Clinical Care ManagerVirginia“I’m there to answer questions, I’m there to coach, I’m there to educate, and I’m there to help families shore up their energy and strength so they can do the hard thing. I let families know that I’m their advocate.”
Arlene Krohmal has more than 20 years of experience in human services, government and nonprofit management, child welfare, and mental health advocacy.
“I’ve always been drawn to making a difference, drawn to the idea that with hard work, people’s lives are improved. I feel like there’s a duty as a citizen to leave the place better than you found it,” Arlene says. She has a degree in education from the State University of New York at Oneonta and launched her career working for Residential Youth Services, an organization that provided group homes for adolescents removed from their homes due to abuse and neglect. As she built and sustained programs that helped teens suffering from severe trauma, substance abuse issues, and mental health problems, she became conversant in the field of youth services and developed a holistic approach to helping families stay intact and thrive.
Arlene served as executive director of CrisisLink, overseeing it through nine transformational years during a time when the surgeon general declared suicide a national crisis. CrisisLink grew from a small organization with a volunteer-operated suicide hotline into a professional, regional organization that provided prevention, intervention and recovery services for people with serious mental illness and substance abuse disorders and helped people and communities recover in the aftermath of traumatic events.
As Vice President of Community Impact for United Way of the National Capital Area, Arlene was part of a team that was brought in to transition the organization after a rocky period that had resulted in the resignation of the full board of directors and the executive director. This rebuilding of the United Way was exhausting and rewarding for Arlene and gave her valued experience in organizational transformation.

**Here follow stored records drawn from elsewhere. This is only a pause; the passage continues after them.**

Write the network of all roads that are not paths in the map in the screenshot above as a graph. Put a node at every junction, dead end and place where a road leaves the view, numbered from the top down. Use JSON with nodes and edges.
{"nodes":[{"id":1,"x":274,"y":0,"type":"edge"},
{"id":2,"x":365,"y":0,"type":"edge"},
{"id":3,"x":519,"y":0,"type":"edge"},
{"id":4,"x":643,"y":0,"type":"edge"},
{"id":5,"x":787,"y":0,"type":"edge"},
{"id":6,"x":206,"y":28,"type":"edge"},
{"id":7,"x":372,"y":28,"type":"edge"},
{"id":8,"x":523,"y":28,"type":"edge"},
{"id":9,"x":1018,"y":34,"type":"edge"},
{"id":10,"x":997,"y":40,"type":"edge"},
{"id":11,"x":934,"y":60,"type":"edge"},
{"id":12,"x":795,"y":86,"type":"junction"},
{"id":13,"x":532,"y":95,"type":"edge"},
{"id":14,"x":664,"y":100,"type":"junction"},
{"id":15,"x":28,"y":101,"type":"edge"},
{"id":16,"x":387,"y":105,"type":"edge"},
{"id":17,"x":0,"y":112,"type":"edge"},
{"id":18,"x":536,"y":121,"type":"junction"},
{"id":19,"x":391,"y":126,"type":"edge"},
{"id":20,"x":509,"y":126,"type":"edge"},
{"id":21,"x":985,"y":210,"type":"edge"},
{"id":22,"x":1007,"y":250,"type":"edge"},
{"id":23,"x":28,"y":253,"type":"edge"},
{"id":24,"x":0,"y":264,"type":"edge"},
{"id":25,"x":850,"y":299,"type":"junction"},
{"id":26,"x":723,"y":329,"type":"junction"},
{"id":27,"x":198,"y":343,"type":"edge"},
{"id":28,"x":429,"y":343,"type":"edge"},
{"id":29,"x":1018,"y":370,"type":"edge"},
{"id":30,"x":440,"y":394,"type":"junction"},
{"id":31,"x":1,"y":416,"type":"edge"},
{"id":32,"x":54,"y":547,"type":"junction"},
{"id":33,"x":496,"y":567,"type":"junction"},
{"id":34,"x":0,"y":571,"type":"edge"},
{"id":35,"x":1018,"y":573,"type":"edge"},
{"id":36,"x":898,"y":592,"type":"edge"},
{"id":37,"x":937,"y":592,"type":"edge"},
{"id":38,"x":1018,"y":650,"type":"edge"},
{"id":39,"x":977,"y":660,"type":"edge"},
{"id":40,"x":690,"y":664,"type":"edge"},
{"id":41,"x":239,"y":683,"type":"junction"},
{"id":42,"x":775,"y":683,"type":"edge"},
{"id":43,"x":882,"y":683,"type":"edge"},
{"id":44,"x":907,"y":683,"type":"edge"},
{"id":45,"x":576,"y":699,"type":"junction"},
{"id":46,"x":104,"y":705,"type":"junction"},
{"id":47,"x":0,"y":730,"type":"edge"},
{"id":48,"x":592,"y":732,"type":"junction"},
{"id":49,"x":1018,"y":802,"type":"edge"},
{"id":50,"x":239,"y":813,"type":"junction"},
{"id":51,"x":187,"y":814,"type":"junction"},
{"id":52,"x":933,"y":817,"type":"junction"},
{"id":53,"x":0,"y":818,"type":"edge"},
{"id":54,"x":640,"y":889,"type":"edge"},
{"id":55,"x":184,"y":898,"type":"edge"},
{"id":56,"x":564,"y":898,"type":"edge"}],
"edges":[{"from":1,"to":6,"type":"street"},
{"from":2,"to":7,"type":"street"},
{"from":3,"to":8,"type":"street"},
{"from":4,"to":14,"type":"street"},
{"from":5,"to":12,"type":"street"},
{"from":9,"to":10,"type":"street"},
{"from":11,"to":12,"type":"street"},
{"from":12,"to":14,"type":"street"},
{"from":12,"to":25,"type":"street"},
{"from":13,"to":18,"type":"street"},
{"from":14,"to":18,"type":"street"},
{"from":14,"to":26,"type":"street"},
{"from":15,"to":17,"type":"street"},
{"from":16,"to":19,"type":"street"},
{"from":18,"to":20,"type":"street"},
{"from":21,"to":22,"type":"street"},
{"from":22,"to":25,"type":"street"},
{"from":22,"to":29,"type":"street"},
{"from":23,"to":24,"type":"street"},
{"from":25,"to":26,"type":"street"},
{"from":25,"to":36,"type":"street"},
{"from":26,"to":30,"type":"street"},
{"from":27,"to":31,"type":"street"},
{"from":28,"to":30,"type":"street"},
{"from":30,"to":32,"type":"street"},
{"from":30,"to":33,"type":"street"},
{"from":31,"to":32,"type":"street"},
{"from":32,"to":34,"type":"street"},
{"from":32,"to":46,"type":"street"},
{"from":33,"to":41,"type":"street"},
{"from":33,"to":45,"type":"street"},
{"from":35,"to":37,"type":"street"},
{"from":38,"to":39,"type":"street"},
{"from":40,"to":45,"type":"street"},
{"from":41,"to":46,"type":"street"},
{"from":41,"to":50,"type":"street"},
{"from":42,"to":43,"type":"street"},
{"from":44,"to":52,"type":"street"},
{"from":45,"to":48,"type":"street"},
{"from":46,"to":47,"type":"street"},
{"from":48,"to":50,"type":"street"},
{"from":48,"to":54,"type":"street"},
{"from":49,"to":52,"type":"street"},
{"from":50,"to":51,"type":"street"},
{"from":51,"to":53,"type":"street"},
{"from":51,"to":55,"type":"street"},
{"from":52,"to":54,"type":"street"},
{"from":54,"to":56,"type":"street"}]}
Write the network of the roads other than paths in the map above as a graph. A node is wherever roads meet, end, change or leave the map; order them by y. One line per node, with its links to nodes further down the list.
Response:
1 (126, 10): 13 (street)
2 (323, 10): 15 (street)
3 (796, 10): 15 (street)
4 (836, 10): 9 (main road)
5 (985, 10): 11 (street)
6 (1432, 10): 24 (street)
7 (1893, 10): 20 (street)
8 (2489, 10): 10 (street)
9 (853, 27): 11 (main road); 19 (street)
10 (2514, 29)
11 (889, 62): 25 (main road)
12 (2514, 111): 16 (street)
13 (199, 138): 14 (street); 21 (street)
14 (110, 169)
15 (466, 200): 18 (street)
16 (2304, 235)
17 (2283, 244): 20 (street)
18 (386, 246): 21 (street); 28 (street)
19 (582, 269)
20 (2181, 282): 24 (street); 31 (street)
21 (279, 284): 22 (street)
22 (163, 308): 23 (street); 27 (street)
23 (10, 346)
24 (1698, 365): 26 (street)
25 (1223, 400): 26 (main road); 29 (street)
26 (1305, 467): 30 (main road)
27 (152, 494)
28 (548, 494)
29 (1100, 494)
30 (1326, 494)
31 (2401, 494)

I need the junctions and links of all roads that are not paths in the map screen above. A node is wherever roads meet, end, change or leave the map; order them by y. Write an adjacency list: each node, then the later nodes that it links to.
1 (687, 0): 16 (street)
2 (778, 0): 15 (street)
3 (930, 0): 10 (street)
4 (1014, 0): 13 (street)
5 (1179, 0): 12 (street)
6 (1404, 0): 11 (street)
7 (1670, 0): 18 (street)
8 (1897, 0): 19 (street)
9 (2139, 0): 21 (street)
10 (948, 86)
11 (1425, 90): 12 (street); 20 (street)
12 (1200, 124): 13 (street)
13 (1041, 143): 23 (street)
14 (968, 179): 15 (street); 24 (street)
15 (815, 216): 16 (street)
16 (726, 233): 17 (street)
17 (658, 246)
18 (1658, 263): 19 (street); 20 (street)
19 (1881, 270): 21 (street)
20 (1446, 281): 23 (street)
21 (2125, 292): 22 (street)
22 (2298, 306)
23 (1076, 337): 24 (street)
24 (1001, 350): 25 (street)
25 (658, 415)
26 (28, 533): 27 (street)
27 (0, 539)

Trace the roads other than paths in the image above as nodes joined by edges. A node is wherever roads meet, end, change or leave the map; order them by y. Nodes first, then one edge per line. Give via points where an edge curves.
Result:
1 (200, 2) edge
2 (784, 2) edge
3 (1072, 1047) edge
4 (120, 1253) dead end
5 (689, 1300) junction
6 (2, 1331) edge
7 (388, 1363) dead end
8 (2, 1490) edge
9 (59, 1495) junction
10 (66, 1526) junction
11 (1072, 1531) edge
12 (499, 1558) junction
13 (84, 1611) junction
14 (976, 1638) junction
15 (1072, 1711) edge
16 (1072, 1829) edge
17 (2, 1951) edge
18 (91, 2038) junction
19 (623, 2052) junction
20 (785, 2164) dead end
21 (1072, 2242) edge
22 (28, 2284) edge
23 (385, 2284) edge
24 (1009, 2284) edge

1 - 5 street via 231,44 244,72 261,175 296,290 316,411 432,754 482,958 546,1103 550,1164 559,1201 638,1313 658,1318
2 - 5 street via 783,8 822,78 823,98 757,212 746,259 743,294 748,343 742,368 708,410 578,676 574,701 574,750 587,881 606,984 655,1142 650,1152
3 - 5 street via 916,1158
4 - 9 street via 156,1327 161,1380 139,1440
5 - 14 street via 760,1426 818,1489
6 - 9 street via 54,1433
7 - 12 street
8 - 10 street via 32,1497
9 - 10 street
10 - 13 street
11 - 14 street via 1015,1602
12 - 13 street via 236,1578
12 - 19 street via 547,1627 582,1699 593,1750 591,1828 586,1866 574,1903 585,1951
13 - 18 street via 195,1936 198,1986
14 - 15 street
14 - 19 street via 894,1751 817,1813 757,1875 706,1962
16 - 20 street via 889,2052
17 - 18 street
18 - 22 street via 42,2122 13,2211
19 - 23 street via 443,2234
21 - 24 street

In addition to her tenure at CrisisLink, Arlene ran the Arlington and Alexandria office of Child Support Enforcement for the Commonwealth of Virginia Department of Social Services. In this capacity she initiated prevention and education programs to help teen moms and inmates understand the importance of acknowledging paternity and paying child support.
She returned to nonprofit work and advocacy as director of administration and special projects for the National Alliance on Mental Illness, the nation’s largest consumer and family-driven mental health organization. She provided oversight of grants and human resources and was part of the team that spearheaded a nationwide standards of excellence program that required the certification of over 1100 state and local affiliate organizations. As a consultant for Doorways for Children and Families, Arlene provided quality assurance, restructured human resources, and oversaw Doorways’ transition to a state-of-the-art central office. As an executive coach, Arlene has worked with senior staff at the Nonprofit Roundtable and Postpartum Support Virginia to take them to the next step in organizational development.
In 2011, Arlene joined Phoenix House Mid-Atlantic as clinical care manager. Within 24 hours of a client coming to treatment, Arlene welcomes them, asks them about their needs, and helps them settle in so they can immediately begin focusing on their treatment. She supports families through the recovery process and helps educate them on the disease of addiction and how they can support their loved one instead of enable. “I’m there to answer questions, I’m there to coach, I’m there to educate, and I’m there to help families shore up their energy and strength so they can do the hard thing,” Arlene says.
“This is real people, real families, real struggles,” Arlene says. “I’m working at the front line with families and clients. I let them know that I’m their advocate.”